The Confraternity closed by underlining that it is in “the truth of the Gospel and through the grace of the Sacraments that every human being can find the fulfillment that God intends for them.”

 

Popes and US Bishops

The statement noted that both Pope Emeritus Benedict XVI and Pope Francis have addressed the phenomenon “several times.”

In 2016, Pope Francis said ideologies that propose children can “choose their gender” constitute the very “annihilation of man as image of God.” He has also called gender theory part of “a global war trying to destroy marriage.”

In a speech to the Roman Curia in 2012, Benedict XVI said gender ideology is ultimately a revolt against God and man, leaving man as “merely spirit and will.” He warned that if there is no “pre-ordained duality of man and woman in creation, then neither is the family any longer a reality established by creation.”

At the 2015 Synod on the Family, Cardinal Robert Sarah said gender ideology had a “demonic origin” and was almost like an “apocalyptic beast” that poses a major threat to the family.

The Confraternity’s statement follows a rejection of gender ideology by U.S. bishops and ecumenical and interreligious leaders in December.

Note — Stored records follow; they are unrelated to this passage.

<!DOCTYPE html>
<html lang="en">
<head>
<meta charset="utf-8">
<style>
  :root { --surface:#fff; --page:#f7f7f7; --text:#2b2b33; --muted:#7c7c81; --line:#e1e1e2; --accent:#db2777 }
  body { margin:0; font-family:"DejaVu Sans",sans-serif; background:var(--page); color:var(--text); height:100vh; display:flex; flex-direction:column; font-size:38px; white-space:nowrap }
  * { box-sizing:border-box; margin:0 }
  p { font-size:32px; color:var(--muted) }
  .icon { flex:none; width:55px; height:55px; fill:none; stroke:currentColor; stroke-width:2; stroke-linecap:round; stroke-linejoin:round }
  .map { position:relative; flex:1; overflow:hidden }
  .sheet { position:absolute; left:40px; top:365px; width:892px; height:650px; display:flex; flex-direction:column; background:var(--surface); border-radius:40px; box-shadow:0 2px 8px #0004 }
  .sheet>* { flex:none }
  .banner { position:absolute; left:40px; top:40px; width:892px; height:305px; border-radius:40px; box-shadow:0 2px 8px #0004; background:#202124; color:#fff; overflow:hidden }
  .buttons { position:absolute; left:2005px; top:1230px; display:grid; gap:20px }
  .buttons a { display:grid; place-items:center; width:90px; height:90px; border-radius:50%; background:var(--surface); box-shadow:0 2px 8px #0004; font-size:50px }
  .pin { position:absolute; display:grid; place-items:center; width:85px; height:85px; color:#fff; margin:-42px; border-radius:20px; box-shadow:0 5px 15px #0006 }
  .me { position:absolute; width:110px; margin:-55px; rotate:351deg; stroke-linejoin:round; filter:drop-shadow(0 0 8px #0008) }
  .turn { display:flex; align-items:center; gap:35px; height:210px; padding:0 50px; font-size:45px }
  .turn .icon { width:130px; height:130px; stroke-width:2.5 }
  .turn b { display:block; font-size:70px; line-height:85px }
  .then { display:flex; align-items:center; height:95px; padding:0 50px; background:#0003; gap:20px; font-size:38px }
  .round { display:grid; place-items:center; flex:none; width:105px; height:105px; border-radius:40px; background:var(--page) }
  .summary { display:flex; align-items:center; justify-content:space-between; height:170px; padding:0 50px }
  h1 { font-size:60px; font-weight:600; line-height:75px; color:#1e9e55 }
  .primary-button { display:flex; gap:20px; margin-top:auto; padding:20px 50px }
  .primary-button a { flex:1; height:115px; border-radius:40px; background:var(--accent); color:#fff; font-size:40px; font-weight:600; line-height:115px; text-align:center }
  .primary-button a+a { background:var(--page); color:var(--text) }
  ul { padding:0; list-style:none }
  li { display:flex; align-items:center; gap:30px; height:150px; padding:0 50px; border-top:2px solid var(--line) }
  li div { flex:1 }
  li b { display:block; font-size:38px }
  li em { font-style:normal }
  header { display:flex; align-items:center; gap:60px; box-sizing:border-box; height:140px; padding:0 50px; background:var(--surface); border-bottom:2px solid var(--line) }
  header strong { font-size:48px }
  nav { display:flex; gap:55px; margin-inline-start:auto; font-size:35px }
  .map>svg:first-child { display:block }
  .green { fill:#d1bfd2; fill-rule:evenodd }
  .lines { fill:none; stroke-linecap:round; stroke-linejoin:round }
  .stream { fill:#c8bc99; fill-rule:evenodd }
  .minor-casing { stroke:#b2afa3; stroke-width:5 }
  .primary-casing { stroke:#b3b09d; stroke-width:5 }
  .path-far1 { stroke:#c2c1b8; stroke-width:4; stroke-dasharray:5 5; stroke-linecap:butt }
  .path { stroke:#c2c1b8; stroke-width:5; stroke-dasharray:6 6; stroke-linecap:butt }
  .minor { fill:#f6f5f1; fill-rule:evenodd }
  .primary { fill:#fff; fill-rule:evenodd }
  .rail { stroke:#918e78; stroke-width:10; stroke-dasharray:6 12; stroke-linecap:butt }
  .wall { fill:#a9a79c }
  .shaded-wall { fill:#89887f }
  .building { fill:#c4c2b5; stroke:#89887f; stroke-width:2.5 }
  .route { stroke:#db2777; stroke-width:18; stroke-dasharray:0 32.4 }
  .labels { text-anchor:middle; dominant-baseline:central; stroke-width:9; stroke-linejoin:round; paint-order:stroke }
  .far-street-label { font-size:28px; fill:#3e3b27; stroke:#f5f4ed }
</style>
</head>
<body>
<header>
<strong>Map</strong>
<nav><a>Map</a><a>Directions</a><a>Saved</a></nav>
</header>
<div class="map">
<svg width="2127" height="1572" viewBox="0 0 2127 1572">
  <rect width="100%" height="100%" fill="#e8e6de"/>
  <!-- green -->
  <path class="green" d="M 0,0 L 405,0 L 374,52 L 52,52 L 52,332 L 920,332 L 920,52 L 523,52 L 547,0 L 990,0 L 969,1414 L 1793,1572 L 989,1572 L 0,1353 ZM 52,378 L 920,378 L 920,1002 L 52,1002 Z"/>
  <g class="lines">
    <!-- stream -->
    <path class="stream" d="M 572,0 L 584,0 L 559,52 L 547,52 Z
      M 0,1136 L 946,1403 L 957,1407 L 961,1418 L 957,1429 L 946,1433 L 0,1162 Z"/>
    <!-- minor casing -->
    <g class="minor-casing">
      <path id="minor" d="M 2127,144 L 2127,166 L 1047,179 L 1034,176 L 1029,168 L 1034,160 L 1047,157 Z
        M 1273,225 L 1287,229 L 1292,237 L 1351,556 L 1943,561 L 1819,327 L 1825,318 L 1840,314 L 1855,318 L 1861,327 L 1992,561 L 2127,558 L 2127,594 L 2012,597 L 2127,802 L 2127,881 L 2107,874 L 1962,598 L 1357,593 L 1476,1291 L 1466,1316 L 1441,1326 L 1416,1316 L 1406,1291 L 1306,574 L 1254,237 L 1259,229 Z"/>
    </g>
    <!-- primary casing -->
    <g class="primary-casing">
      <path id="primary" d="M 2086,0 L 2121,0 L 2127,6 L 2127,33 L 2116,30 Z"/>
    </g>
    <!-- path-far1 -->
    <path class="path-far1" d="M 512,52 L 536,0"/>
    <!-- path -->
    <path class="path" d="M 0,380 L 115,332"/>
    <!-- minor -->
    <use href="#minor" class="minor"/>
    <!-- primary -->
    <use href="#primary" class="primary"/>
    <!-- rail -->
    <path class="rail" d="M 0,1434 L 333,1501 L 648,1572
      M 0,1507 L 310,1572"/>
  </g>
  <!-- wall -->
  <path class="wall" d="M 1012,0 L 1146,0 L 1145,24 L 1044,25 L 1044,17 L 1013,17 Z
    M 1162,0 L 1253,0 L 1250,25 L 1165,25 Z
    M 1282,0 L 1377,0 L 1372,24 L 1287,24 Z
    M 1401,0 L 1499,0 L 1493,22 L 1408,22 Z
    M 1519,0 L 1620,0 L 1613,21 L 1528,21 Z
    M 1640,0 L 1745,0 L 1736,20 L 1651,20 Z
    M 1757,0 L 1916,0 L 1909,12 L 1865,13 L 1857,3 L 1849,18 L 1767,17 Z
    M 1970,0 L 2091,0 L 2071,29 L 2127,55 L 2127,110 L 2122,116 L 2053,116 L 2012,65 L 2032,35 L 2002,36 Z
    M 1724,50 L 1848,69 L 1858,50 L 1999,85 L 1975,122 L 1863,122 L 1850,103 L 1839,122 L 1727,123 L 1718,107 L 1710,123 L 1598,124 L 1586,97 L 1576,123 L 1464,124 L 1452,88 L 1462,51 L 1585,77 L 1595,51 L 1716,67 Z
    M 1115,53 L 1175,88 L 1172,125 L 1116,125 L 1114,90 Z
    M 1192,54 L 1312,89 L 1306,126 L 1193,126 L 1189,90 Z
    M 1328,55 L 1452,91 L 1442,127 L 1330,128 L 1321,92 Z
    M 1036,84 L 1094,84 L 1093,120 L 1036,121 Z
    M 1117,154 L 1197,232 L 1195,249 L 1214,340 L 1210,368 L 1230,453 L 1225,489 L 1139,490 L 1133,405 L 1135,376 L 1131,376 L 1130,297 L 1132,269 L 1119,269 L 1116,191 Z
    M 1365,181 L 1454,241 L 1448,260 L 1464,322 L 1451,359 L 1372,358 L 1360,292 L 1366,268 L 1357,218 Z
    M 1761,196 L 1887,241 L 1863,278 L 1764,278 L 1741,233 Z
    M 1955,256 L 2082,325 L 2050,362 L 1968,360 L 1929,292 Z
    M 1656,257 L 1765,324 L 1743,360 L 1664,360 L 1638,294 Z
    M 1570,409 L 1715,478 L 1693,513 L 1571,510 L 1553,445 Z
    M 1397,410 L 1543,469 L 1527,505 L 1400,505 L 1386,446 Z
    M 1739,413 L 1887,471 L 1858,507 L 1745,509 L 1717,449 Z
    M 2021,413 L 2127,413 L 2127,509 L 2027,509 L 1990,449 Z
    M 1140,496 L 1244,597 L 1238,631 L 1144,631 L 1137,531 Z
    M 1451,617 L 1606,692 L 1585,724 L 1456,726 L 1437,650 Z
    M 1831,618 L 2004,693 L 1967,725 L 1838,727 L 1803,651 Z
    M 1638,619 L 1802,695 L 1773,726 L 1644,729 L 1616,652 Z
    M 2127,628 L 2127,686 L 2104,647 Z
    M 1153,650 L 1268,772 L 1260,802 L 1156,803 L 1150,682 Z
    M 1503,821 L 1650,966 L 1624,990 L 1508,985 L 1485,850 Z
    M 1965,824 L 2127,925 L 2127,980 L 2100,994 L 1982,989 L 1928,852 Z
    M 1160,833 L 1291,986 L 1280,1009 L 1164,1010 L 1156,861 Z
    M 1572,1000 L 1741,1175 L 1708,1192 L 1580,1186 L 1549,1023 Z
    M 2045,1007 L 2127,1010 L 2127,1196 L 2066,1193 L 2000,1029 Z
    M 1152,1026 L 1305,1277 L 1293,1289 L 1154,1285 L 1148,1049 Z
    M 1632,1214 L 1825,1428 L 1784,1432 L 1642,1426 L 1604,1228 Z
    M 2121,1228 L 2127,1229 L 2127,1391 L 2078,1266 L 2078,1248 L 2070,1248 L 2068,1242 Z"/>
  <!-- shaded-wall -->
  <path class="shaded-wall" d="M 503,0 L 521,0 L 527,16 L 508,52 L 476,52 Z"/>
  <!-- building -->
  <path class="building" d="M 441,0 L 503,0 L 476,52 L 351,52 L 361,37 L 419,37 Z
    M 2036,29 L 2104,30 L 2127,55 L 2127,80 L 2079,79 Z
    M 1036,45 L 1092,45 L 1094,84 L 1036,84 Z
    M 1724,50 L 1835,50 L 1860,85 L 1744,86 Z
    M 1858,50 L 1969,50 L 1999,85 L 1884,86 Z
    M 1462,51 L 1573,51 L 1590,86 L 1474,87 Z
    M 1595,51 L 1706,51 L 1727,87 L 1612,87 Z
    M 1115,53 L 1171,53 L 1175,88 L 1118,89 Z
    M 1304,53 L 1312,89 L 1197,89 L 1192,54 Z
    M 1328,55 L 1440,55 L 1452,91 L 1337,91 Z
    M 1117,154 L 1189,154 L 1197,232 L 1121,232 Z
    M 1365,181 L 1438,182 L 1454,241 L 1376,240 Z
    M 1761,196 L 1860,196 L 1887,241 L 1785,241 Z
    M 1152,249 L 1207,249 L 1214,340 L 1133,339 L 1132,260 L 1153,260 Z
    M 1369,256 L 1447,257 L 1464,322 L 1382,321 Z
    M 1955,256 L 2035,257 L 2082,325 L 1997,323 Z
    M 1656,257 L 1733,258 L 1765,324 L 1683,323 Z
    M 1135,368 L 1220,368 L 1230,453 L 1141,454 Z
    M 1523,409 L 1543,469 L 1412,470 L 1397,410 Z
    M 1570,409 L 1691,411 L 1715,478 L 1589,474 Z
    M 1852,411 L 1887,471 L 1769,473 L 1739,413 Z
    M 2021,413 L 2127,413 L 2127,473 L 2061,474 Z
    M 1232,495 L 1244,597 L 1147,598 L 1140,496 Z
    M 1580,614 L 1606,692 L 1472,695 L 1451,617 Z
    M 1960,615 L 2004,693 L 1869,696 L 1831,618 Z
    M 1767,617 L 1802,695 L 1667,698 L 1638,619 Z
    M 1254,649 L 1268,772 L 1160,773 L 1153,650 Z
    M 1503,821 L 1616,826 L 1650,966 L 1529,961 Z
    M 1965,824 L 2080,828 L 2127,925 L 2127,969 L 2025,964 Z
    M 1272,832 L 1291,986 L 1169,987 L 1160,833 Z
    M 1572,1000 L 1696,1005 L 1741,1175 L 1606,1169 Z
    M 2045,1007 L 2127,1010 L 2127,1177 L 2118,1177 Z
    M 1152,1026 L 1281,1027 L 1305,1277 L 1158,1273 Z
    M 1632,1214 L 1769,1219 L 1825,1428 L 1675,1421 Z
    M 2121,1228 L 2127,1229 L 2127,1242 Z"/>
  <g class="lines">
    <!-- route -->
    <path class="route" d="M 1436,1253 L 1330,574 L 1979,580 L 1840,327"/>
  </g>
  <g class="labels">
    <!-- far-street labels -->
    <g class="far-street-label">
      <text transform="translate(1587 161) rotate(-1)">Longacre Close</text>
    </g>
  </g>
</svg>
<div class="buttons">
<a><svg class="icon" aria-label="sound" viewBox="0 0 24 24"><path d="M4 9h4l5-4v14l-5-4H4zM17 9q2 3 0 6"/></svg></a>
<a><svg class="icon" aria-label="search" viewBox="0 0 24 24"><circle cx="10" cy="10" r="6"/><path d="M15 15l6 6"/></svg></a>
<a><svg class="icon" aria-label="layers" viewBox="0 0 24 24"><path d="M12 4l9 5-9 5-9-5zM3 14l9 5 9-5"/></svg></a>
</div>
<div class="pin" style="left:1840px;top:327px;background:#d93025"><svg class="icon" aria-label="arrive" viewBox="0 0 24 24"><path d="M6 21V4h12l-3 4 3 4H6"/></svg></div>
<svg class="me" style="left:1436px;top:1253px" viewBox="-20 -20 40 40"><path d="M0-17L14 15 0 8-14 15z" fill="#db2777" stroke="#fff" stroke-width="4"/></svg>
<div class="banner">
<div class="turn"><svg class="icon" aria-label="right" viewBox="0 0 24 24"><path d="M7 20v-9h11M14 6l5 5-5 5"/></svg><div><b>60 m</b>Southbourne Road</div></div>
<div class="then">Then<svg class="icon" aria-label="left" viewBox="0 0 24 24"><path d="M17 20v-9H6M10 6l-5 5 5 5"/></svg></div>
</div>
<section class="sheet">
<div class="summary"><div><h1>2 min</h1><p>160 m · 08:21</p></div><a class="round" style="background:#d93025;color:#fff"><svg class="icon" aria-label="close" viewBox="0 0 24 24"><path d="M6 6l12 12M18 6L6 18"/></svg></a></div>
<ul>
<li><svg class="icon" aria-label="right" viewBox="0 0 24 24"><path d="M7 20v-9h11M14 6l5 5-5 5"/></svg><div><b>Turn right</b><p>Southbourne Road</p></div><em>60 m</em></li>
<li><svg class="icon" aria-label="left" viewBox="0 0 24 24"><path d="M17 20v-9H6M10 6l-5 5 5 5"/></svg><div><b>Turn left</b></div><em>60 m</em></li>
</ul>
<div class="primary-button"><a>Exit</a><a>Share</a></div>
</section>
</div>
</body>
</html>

“The movement today to enforce the false idea—that a man can be or become a woman or vice versa—is deeply troubling,” wrote the signatories of the statement entitled Created Male and Female.  

“It compels people to either go against reason—that is, to agree with something that is not true—or face ridicule, marginalization, and other forms of retaliation,” they wrote.

The faith leaders, who included Archbishop Charles Chaput of Philadelphia and Bishop James Conley of Lincoln, reasserted the truth that God created each person male and female, and reiterated that natural marriage “continues to be invaluable to American society.”